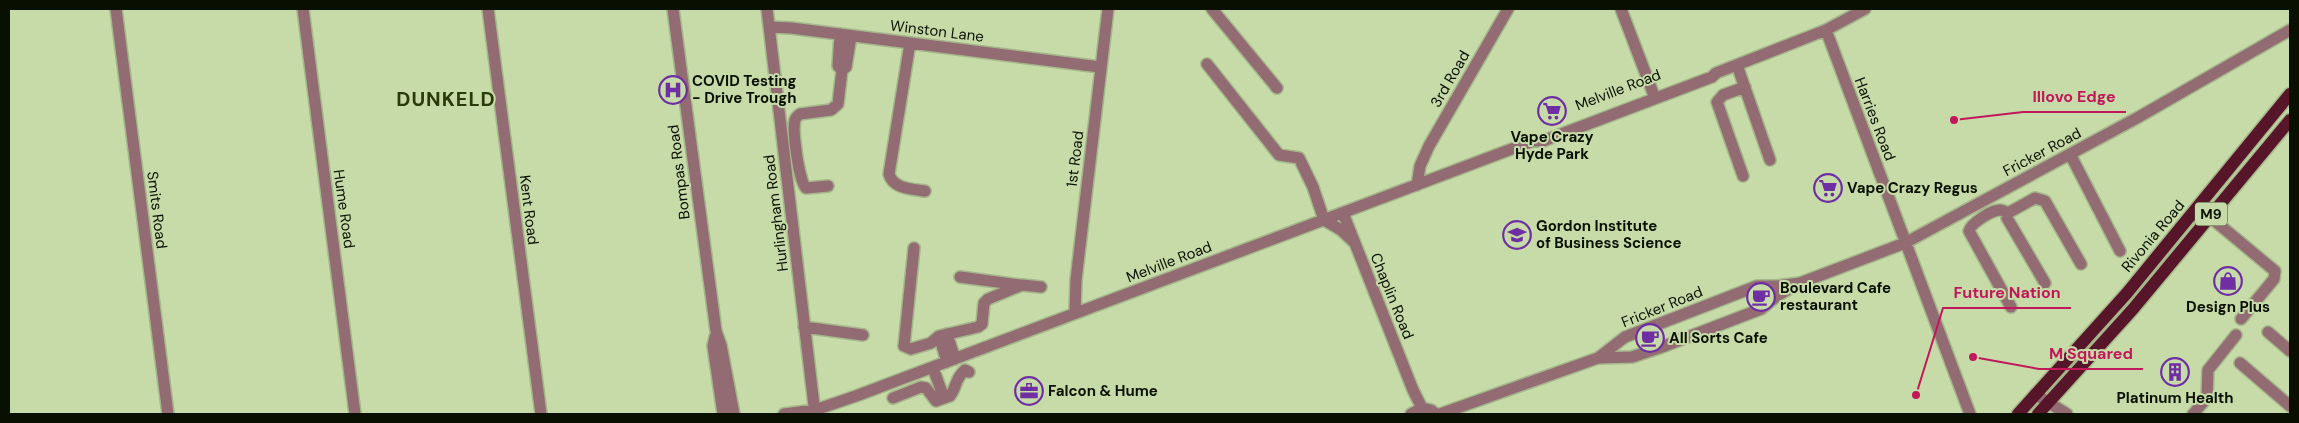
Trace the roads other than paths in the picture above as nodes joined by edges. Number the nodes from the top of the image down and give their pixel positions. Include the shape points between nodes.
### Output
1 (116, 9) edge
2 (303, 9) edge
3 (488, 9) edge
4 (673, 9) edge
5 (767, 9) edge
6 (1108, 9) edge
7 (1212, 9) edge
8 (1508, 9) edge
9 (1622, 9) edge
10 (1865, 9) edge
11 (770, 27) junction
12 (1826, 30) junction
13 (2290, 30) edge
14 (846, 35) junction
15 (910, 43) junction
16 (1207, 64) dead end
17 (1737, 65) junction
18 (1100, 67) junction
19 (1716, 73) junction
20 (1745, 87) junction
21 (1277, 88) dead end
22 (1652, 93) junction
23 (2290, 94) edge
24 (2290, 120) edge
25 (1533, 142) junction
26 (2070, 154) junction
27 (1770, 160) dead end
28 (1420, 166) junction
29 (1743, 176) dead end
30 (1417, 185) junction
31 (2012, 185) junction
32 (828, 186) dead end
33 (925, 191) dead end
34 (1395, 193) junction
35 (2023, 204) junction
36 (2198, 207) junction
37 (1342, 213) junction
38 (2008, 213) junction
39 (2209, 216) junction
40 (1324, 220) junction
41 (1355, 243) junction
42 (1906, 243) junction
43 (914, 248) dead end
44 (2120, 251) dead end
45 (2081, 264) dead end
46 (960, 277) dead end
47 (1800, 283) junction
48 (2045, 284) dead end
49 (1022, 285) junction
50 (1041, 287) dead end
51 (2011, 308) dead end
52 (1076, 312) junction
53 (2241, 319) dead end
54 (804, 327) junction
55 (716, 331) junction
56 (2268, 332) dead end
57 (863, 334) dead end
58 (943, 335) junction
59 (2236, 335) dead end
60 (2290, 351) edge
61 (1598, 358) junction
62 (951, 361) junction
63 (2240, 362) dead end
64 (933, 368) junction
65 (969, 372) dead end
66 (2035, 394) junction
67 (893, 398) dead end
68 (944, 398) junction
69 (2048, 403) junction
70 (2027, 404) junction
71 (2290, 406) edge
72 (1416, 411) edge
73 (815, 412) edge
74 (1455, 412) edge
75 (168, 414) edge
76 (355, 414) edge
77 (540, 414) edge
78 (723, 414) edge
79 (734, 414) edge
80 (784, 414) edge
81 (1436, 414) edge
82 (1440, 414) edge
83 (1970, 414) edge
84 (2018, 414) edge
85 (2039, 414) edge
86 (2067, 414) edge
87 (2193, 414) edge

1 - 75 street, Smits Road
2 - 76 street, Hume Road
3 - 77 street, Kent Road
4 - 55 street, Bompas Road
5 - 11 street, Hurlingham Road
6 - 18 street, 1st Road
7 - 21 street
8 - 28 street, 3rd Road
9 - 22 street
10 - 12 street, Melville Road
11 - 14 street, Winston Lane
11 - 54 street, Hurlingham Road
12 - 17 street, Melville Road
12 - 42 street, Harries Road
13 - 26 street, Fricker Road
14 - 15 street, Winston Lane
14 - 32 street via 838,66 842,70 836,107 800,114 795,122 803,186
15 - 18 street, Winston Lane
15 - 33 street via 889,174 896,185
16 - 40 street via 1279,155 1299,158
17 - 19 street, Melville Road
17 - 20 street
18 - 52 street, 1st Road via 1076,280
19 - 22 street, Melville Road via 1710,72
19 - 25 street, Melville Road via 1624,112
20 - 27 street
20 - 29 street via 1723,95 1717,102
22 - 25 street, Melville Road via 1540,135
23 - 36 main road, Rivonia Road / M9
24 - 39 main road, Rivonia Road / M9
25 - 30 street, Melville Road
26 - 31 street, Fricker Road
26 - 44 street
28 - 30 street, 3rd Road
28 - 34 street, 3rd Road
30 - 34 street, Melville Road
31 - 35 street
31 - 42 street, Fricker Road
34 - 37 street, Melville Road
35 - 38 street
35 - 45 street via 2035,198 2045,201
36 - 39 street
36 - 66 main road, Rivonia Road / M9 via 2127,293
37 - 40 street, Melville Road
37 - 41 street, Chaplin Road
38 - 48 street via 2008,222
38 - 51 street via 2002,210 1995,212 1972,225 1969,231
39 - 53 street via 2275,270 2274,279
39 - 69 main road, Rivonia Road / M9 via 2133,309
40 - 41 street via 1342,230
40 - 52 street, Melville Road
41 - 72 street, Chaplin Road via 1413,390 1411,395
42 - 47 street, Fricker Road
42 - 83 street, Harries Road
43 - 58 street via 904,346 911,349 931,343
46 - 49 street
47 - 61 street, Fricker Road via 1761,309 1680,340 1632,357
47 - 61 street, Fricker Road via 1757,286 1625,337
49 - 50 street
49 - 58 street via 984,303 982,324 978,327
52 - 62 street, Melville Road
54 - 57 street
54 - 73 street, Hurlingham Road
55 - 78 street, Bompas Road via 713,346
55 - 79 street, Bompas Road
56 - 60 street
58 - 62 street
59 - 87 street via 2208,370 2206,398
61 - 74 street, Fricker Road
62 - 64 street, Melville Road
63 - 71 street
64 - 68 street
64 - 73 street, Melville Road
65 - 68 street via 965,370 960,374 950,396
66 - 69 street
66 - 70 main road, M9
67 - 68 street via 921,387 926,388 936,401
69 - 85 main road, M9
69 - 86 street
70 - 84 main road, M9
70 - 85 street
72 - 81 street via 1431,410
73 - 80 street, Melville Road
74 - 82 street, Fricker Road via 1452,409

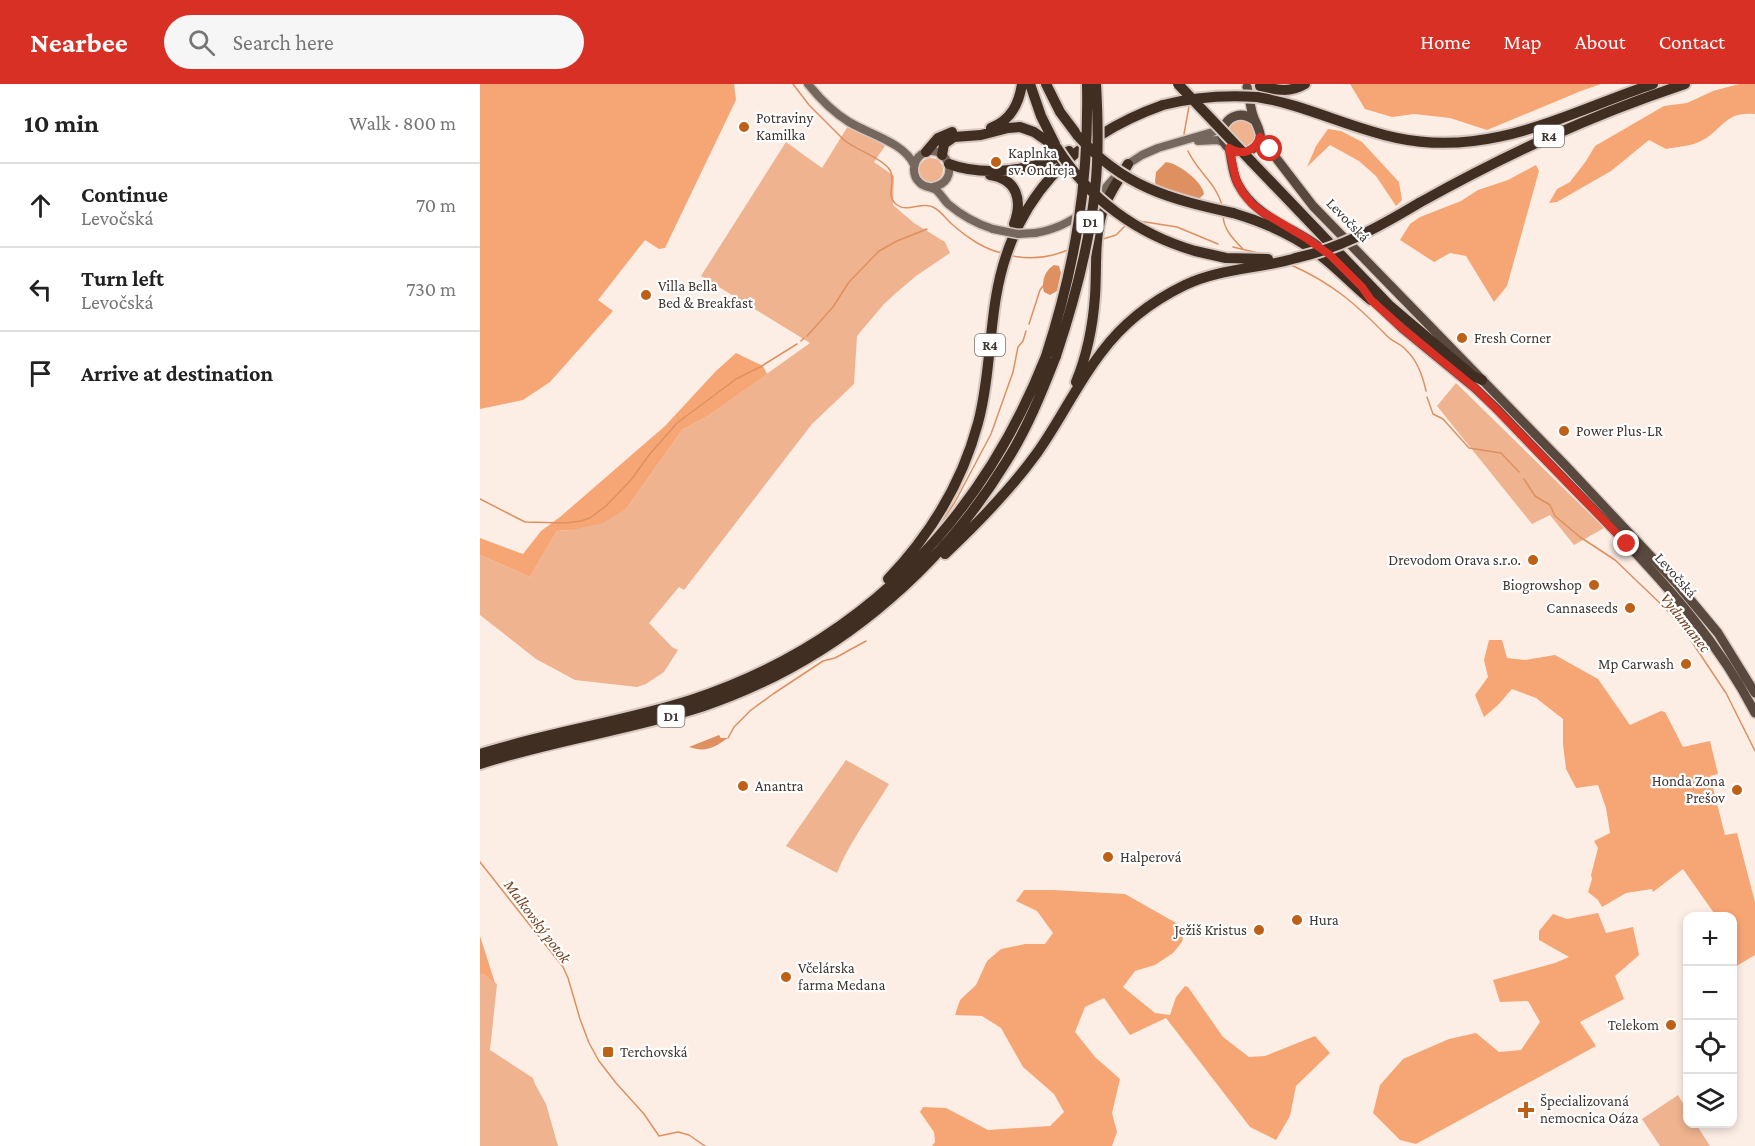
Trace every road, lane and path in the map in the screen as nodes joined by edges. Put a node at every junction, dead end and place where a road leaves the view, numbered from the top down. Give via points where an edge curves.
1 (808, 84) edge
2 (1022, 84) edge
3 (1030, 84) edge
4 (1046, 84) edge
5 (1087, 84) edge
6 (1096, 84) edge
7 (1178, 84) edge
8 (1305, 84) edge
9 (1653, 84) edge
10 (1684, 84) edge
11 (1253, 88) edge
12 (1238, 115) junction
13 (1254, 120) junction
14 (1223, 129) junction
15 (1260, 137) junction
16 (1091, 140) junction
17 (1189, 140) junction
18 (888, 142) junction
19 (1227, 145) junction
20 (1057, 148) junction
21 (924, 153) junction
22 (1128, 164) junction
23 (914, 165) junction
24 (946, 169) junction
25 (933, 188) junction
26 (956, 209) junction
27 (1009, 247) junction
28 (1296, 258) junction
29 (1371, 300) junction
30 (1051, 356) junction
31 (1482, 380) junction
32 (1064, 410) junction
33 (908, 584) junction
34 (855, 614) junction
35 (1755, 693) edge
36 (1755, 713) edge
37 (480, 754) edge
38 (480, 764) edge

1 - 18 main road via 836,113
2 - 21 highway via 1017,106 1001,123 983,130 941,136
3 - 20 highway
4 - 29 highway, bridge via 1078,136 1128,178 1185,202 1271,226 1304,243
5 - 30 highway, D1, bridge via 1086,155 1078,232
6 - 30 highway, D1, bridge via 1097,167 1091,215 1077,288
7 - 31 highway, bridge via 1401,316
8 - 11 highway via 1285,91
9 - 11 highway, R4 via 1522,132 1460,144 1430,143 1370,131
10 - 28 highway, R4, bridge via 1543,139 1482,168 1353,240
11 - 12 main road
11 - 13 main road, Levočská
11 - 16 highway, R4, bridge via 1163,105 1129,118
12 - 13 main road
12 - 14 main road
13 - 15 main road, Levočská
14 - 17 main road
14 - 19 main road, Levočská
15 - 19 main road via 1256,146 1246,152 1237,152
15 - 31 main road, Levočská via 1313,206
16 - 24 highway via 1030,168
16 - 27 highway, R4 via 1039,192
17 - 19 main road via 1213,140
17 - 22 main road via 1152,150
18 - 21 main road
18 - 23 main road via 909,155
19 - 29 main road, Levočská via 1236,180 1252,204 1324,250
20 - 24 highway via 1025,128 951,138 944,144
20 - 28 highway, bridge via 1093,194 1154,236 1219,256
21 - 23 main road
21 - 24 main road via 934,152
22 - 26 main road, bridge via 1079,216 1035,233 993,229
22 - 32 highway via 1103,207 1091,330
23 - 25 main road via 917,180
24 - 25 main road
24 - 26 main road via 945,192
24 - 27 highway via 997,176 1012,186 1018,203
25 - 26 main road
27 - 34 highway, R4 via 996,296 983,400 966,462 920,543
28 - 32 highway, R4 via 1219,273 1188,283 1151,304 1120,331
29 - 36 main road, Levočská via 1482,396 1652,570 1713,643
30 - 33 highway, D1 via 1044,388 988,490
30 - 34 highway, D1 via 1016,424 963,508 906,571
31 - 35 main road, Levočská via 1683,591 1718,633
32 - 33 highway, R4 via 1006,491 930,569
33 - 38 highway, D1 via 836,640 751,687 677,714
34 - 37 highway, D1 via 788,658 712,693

________________________________________

▶ **The problem**:
Which lines of the listing include the string "Rivonia"? Pull them out.

▶ **Written solution**:
23 - 36 main road, Rivonia Road / M9
24 - 39 main road, Rivonia Road / M9
36 - 66 main road, Rivonia Road / M9 via 2127,293
39 - 69 main road, Rivonia Road / M9 via 2133,309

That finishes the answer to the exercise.